### Provided material
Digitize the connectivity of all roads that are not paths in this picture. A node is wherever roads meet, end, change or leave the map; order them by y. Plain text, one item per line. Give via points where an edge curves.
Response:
==
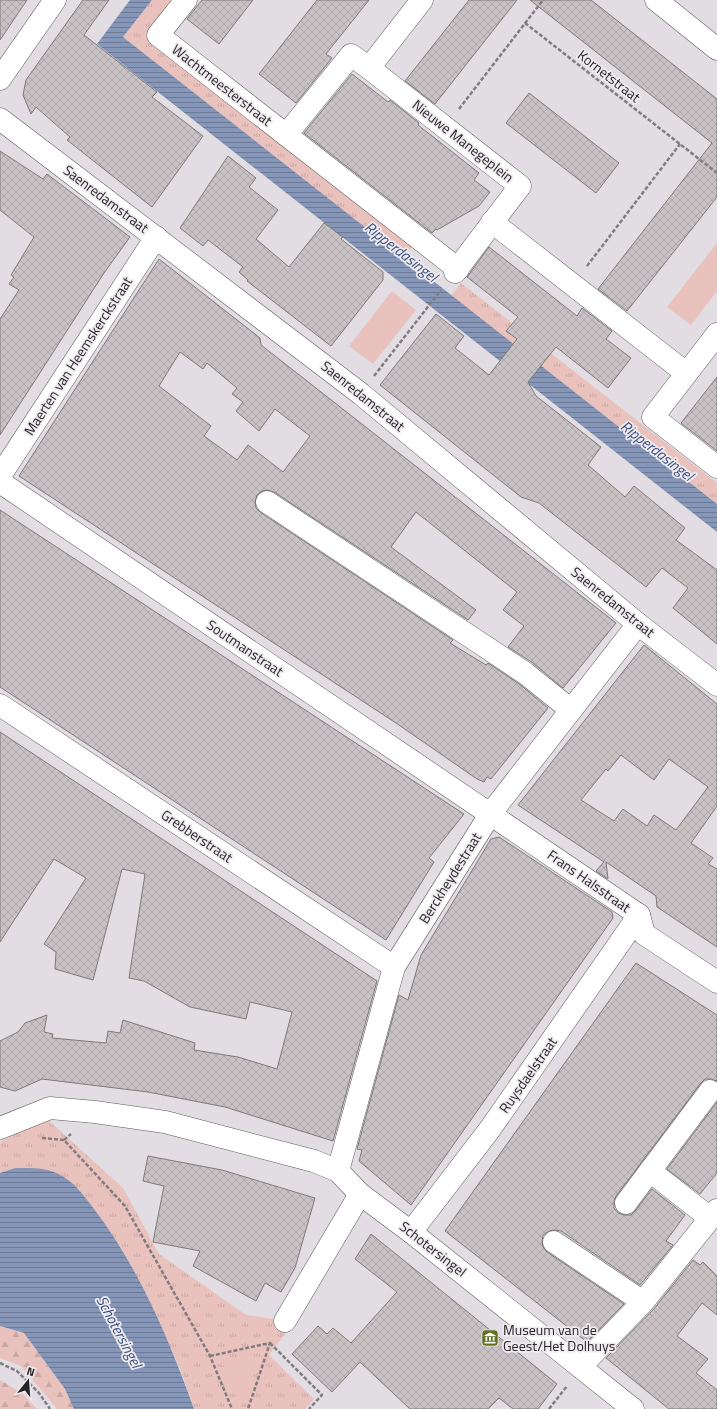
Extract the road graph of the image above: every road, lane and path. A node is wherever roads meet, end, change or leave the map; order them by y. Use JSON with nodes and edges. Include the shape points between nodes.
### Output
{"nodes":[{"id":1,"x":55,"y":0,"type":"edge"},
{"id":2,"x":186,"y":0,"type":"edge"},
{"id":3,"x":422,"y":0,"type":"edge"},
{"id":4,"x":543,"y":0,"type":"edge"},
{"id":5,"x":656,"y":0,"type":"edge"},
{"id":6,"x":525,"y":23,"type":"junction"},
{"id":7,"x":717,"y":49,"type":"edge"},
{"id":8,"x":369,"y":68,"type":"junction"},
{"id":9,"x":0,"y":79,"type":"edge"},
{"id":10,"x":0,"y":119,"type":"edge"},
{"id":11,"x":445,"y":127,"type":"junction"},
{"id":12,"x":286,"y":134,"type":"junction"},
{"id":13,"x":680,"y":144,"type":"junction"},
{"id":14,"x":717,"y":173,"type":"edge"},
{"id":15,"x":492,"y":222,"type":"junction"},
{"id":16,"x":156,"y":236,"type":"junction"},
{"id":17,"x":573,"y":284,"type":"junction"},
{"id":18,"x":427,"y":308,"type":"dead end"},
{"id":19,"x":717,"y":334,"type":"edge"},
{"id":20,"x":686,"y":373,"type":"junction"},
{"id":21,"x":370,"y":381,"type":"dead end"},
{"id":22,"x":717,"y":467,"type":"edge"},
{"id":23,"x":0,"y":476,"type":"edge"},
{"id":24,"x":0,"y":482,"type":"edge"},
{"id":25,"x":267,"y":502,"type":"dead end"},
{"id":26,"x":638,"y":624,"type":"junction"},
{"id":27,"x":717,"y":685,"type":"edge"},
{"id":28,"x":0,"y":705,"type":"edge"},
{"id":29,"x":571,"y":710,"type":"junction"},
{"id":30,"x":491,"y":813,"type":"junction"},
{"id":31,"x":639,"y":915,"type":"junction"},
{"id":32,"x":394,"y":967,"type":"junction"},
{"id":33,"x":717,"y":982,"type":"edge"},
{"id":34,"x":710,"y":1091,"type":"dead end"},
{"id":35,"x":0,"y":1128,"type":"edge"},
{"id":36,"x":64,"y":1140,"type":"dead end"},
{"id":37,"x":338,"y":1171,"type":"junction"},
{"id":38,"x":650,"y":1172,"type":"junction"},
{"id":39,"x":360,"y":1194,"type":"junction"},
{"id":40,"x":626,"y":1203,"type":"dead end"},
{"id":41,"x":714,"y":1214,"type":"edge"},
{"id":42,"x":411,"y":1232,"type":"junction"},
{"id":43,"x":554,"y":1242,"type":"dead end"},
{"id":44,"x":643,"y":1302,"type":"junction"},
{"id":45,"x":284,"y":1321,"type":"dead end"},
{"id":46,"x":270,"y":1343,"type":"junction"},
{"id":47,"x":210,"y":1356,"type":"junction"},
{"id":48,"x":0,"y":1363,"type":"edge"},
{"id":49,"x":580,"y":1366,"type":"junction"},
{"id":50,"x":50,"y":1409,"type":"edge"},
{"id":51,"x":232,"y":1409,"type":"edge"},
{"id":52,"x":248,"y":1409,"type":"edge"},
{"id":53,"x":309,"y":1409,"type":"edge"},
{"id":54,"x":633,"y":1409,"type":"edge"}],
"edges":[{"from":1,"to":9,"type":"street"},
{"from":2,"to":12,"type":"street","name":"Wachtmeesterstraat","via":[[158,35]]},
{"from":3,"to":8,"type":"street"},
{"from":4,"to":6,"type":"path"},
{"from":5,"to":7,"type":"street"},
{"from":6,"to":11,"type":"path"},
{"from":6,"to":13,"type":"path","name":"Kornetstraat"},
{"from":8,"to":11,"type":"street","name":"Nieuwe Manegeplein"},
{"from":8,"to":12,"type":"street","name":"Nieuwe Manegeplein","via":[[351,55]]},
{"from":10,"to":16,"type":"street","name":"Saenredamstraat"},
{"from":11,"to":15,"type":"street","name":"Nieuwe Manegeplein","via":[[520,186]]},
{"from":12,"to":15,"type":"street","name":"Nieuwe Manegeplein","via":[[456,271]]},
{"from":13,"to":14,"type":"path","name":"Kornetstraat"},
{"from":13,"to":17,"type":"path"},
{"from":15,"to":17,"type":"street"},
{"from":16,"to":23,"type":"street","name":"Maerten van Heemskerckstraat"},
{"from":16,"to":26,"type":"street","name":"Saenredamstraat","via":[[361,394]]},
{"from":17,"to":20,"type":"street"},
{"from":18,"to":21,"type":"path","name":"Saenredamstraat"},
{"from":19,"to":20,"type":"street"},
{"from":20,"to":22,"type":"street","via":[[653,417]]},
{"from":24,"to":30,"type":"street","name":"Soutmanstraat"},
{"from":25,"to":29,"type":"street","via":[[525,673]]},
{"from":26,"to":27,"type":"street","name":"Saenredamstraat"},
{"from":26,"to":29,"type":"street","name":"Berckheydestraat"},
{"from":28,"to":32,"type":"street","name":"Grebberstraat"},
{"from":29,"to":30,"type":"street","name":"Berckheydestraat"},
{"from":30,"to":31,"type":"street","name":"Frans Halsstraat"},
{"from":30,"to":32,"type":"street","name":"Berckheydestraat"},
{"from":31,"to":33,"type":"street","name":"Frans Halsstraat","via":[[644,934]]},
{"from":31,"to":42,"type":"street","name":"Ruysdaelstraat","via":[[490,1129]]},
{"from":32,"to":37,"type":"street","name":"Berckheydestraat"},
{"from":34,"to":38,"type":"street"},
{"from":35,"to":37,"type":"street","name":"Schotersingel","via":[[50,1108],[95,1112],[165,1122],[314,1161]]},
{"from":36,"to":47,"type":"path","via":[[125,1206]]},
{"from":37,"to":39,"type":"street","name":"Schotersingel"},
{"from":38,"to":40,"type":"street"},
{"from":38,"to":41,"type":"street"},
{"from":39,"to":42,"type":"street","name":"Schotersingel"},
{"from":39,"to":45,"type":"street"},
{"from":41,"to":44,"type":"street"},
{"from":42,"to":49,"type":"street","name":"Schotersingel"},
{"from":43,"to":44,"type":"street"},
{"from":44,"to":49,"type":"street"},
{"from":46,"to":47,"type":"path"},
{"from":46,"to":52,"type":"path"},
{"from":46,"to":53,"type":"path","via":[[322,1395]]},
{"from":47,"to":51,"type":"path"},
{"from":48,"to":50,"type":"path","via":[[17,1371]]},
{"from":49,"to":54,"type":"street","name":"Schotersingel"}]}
--
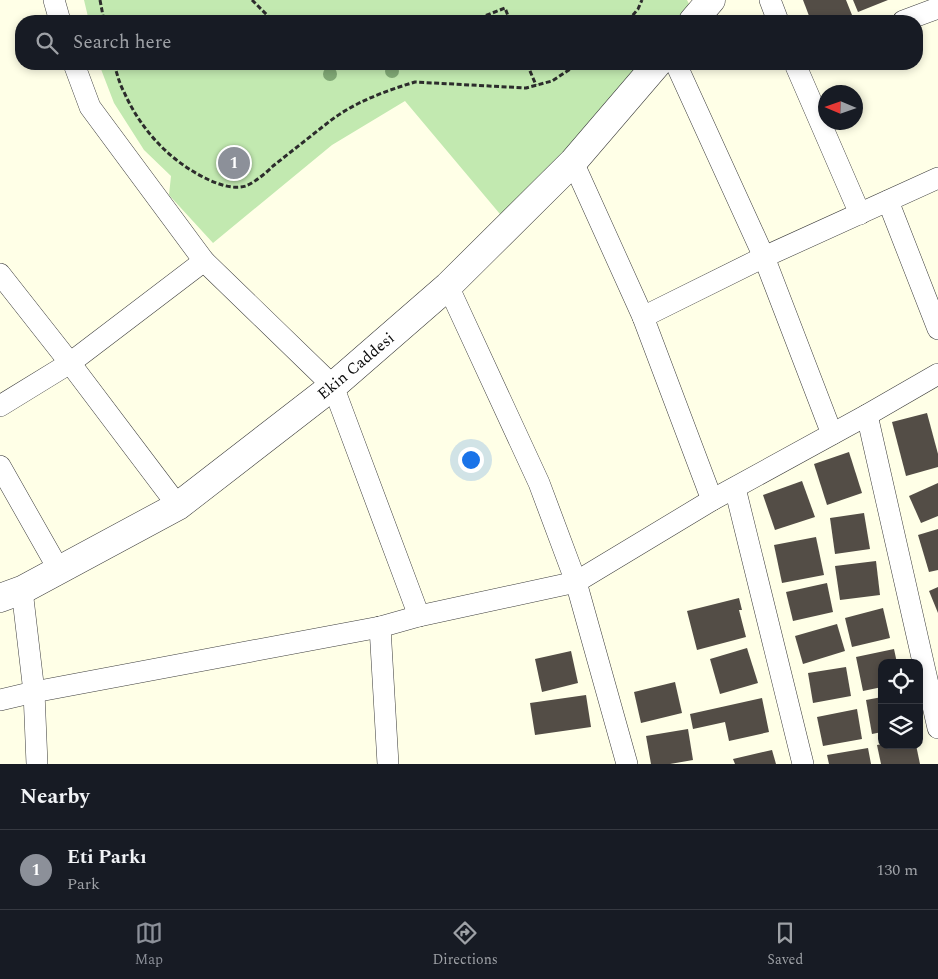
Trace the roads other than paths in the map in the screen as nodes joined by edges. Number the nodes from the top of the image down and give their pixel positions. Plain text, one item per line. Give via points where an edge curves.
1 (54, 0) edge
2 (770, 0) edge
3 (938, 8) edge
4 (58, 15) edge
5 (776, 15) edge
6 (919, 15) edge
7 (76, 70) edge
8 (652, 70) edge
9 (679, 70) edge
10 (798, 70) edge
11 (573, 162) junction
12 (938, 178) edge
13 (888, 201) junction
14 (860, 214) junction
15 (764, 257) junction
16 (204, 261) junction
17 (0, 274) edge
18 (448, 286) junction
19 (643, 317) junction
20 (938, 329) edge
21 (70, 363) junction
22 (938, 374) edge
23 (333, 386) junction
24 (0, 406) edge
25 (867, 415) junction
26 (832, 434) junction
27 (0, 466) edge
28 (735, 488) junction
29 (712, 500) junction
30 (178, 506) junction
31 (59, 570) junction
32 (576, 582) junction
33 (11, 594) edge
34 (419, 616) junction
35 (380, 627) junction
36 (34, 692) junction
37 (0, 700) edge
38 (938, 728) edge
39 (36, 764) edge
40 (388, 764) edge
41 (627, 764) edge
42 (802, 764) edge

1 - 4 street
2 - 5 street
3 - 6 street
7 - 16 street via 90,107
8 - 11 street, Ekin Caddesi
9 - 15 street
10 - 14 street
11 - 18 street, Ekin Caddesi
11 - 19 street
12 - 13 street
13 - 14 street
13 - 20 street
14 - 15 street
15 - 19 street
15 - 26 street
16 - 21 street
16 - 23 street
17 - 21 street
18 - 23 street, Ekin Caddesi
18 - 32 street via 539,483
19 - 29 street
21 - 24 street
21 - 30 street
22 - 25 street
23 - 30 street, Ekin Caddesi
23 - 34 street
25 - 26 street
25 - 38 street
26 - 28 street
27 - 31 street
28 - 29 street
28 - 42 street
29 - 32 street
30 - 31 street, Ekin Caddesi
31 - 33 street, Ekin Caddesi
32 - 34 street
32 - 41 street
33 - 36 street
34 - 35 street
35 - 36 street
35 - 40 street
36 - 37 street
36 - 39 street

### Task to carry out
Out of the records above, pull each line containing the word "leave".

### Task response
Digitize the connectivity of all roads that are not paths in this picture. A node is wherever roads meet, end, change or leave the map; order them by y. Plain text, one item per line. Give via points where an edge curves.
Extract the road graph of the image above: every road, lane and path. A node is wherever roads meet, end, change or leave the map; order them by y. Use JSON with nodes and edges. Include the shape points between nodes.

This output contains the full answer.